### Records from a dataset
· · · ·

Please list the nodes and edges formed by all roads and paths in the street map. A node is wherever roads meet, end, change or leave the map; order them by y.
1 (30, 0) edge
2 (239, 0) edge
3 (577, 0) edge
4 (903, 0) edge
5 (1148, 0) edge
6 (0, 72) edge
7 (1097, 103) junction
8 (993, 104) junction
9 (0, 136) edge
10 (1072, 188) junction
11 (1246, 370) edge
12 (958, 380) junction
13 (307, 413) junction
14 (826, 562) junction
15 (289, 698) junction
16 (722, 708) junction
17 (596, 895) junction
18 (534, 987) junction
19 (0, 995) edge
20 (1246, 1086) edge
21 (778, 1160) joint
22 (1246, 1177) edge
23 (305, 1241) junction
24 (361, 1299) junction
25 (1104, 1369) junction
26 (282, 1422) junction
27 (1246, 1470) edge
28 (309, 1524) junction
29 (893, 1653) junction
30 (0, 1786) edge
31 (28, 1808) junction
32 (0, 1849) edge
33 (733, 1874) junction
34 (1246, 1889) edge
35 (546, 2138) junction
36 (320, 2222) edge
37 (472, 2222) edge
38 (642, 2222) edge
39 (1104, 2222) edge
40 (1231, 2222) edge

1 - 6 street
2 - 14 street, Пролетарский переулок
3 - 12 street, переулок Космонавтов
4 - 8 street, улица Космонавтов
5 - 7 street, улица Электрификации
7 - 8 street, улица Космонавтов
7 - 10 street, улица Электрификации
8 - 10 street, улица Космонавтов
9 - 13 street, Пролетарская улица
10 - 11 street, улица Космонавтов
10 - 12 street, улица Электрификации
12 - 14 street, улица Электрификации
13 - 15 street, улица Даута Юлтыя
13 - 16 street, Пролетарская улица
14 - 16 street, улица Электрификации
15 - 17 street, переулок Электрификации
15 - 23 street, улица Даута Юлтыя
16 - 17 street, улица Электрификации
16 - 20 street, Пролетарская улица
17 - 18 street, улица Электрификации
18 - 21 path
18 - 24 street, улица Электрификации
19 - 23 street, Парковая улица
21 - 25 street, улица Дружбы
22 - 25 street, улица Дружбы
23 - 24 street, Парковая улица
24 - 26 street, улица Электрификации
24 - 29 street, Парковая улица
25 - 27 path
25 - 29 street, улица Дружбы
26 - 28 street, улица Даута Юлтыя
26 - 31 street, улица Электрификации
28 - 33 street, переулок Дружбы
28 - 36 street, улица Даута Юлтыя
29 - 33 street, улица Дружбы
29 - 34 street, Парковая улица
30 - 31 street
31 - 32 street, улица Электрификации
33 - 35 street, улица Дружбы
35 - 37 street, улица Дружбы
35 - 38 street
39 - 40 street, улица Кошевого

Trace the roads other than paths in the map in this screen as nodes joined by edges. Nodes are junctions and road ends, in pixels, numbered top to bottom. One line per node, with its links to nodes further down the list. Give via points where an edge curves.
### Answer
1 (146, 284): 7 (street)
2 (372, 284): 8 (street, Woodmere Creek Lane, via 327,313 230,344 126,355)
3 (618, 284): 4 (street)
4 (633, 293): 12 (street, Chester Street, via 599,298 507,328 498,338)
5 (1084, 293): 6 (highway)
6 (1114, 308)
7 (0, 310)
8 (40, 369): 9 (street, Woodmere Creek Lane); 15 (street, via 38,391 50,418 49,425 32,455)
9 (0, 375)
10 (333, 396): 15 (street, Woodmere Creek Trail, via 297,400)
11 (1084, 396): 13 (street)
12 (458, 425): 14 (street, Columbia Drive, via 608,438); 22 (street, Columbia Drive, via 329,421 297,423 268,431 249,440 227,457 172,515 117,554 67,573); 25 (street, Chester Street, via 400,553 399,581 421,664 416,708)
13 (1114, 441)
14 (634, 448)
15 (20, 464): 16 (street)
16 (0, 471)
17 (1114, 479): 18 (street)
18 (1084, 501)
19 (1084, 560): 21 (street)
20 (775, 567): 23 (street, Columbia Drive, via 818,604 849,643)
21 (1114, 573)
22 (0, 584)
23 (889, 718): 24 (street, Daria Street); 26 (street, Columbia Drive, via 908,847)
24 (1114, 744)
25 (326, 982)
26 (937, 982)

· · · ·

### TASK OBJECTIVE
Look through the entries above and report each line where the string "paths" occurs.

### YOUR RESPONSE
Please list the nodes and edges formed by all roads and paths in the street map. A node is wherever roads meet, end, change or leave the map; order them by y.
Trace the roads other than paths in the map in this screen as nodes joined by edges. Nodes are junctions and road ends, in pixels, numbered top to bottom. One line per node, with its links to nodes further down the list. Give via points where an edge curves.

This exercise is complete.